Walisson Maia

Personal information
- Full name: Walisson Moreira Farias Maia
- Date of birth: 21 August 1991 (age 35)
- Place of birth: Natividade, Brazil
- Height: 1.87 m (6 ft 2 in)
- Position: Centre-back

Team information
- Current team: Arema
- Number: 5

Youth career
- Toledo
- Pato Branco
- Coritiba

Senior career*
- Years: Team / Apps / (Gls)
- 2011–2019: Coritiba / 46 / (1)
- 2012: → Ituano (loan) / 0 / (0)
- 2012: → Fortaleza (loan) / 0 / (0)
- 2012: → ASA (loan) / 6 / (1)
- 2013: → J. Malucelli (loan) / 0 / (0)
- 2013: → Boa Esporte (loan) / 8 / (0)
- 2014: → Atlético Sorocaba (loan) / 0 / (0)
- 2018: → Vitória (loan) / 13 / (0)
- 2020: Água Santa / 11 / (0)
- 2020: Botafogo-SP / 24 / (1)
- 2021: Vila Nova / 16 / (0)
- 2021–2022: Al-Fahaheel / 28 / (0)
- 2022: SHB Đà Nẵng / 13 / (0)
- 2023–2024: Criciúma / 60 / (0)
- 2025–2026: Vila Nova / 30 / (0)
- 2026–: Arema / 11 / (1)

= Walisson Maia =

Brazilian footballer

Walisson Moreira Farias Maia (born 21 August 1991) is a Brazilian footballer who plays as a centre-back for Super League club Arema.

==Club career==
Born in Natividade, Tocantins, Walisson graduated with Coritiba's youth setup.

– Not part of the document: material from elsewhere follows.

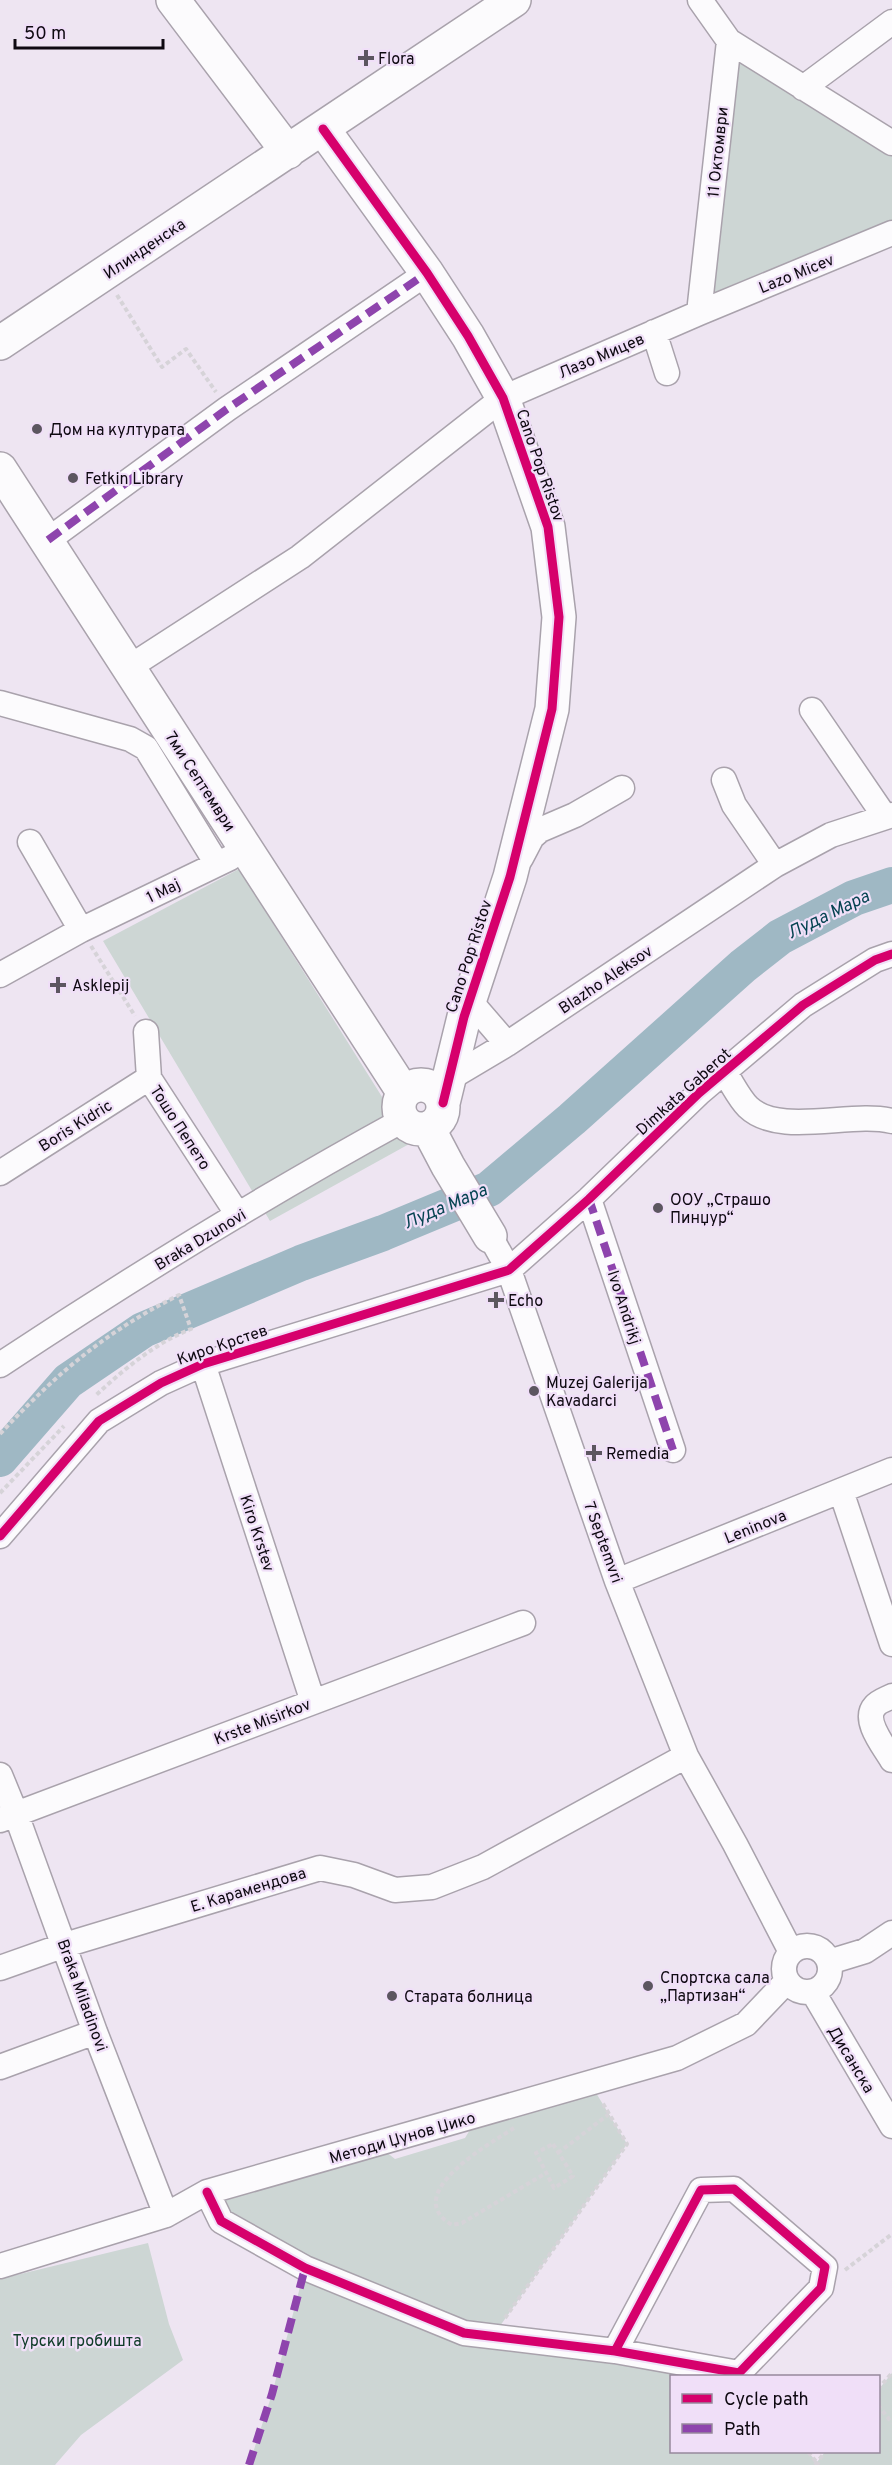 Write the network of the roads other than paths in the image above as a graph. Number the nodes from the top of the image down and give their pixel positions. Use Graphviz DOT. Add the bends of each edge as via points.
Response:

On 5 June 2011 he made his first team – and Série A – debut, starting in a 5–1 home routing over Vasco da Gama.

After being demoted to the reserves, Walisson was subsequently loaned to Ituano, Fortaleza, ASA, J. Malucelli, Boa Esporte and Atlético Sorocaba. With the Alagoas club he scored his first professional goal, netting his side's first in a 2–3 away loss against Boa for the Série B championship on 7 September 2012.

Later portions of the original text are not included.